At almost any time in these thirteen years they have had technical ability enough to produce masterpieces. Many of them are more facile in their trade of copying the model, and they make fewer mistakes and imperfections of literal drawing and proportion than do some of the greatest masters of the art.

These students have become masters of the trade of drawing, as some others have become masters of their grammars. And like so many of the latter, brilliant jugglers of words, having nothing worth while to say, they remain little else than clever jugglers of the brush. Jugglers of words. Yes. This is a big problem. Do you have something to say? Worry about that first, especially on your first draft. Technique is utterly secondary. Usually, phenomenal technique on the page has a lot more to do with revision—i.e. quantity thereof—than with any innate ability to write masterfully on the first go. Get it down and get to the point.

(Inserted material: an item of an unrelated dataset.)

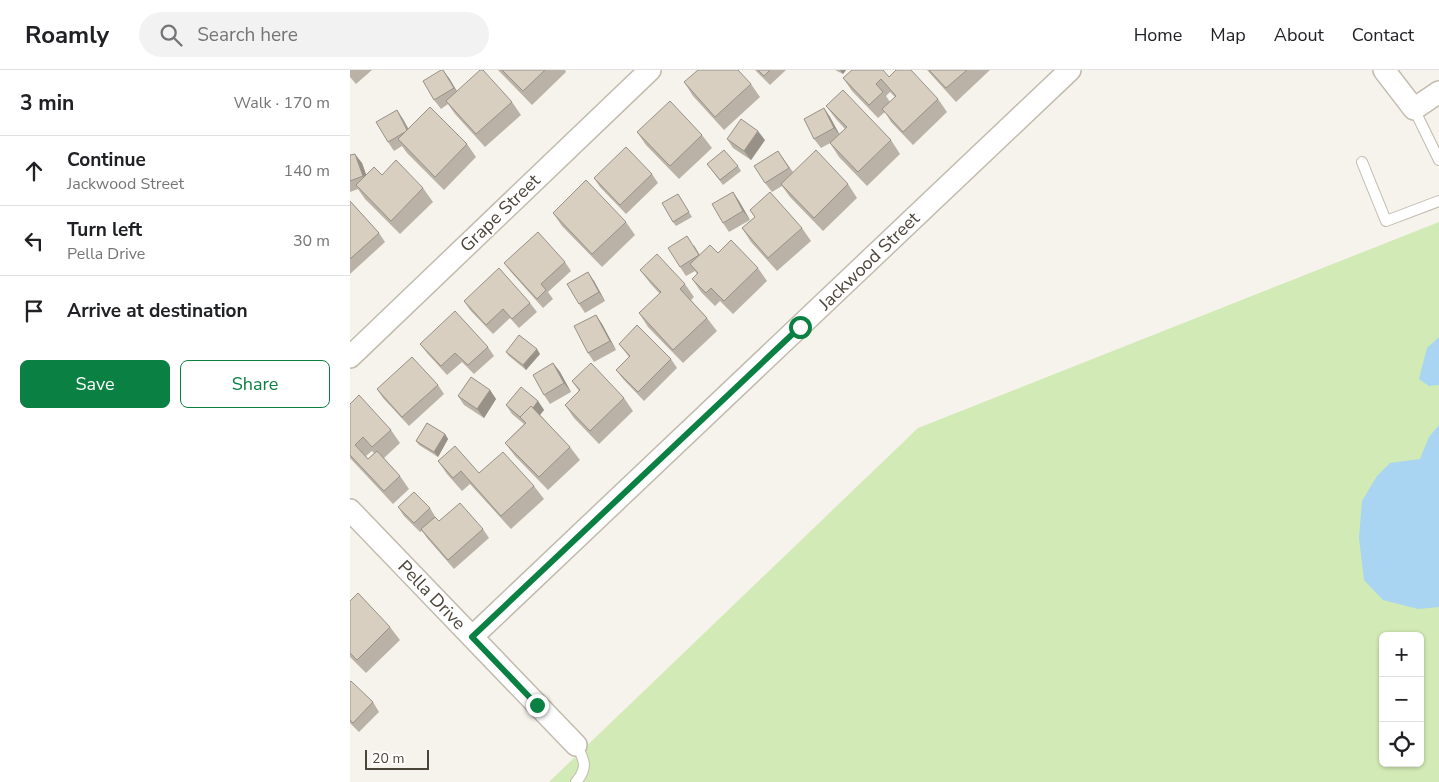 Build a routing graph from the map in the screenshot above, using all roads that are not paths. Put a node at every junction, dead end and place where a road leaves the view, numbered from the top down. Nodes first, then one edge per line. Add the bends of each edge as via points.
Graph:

From another essay in the book:

Insist then, on the beauty of form and color to be obtained from the composition of the large masses, the four or five large masses which cover your canvas. Let these above all things have fine shapes, fine colors. Let them be as meaningful of your subject as they possibly can be. It is wonderful how much real finish can be obtained through them, how much of gesture and modeling can be obtained through their contours, what satisfactions can be obtained from their fine measures in area, color, and value. Most students and most painters in fact rush over this; they are in a hurry to get on to other matters, minor matters.

This is the same advice I give every one of my authors. Figure out the big pieces and get them sorted first. The rest of the project will figure itself (relatively) easily out if you get this right.

One last, and then I’m done:

It is harder to see than it is to express. The whole value of art rests in the artist’s ability to see well into what is before him. This model is wonderful in as many ways as there are pairs of eyes to see her. Each view of her is an original view and there is a response in her awaiting each view. If the eyes of a Rembrandt are upon her she will rise in response and Rembrandt will draw what he sees, and it will be beautiful. Rembrandt was a man of great understanding. He had the rare power of seeing deep into the significance of things.

Hint: the model is your idea. Get it?

During nearly every first editorial discussion, an expert (who isn’t a total phony, anyway) will express the concern that some aspect of his or her book has been “done before.”

What authors don’t understand is what Henri expresses here. The idea is wonderful in as many ways as there are pairs of eyes to see it. Different readers need to hear the same idea expressed differently. You are not Malcolm Gladwell. (Unless you are. Loved that thing you wrote about ketchup.) You can’t write like Malcolm Gladwell, nor should you want to. Write like you. Cultivate the “rare power” to see deep into the significance of things.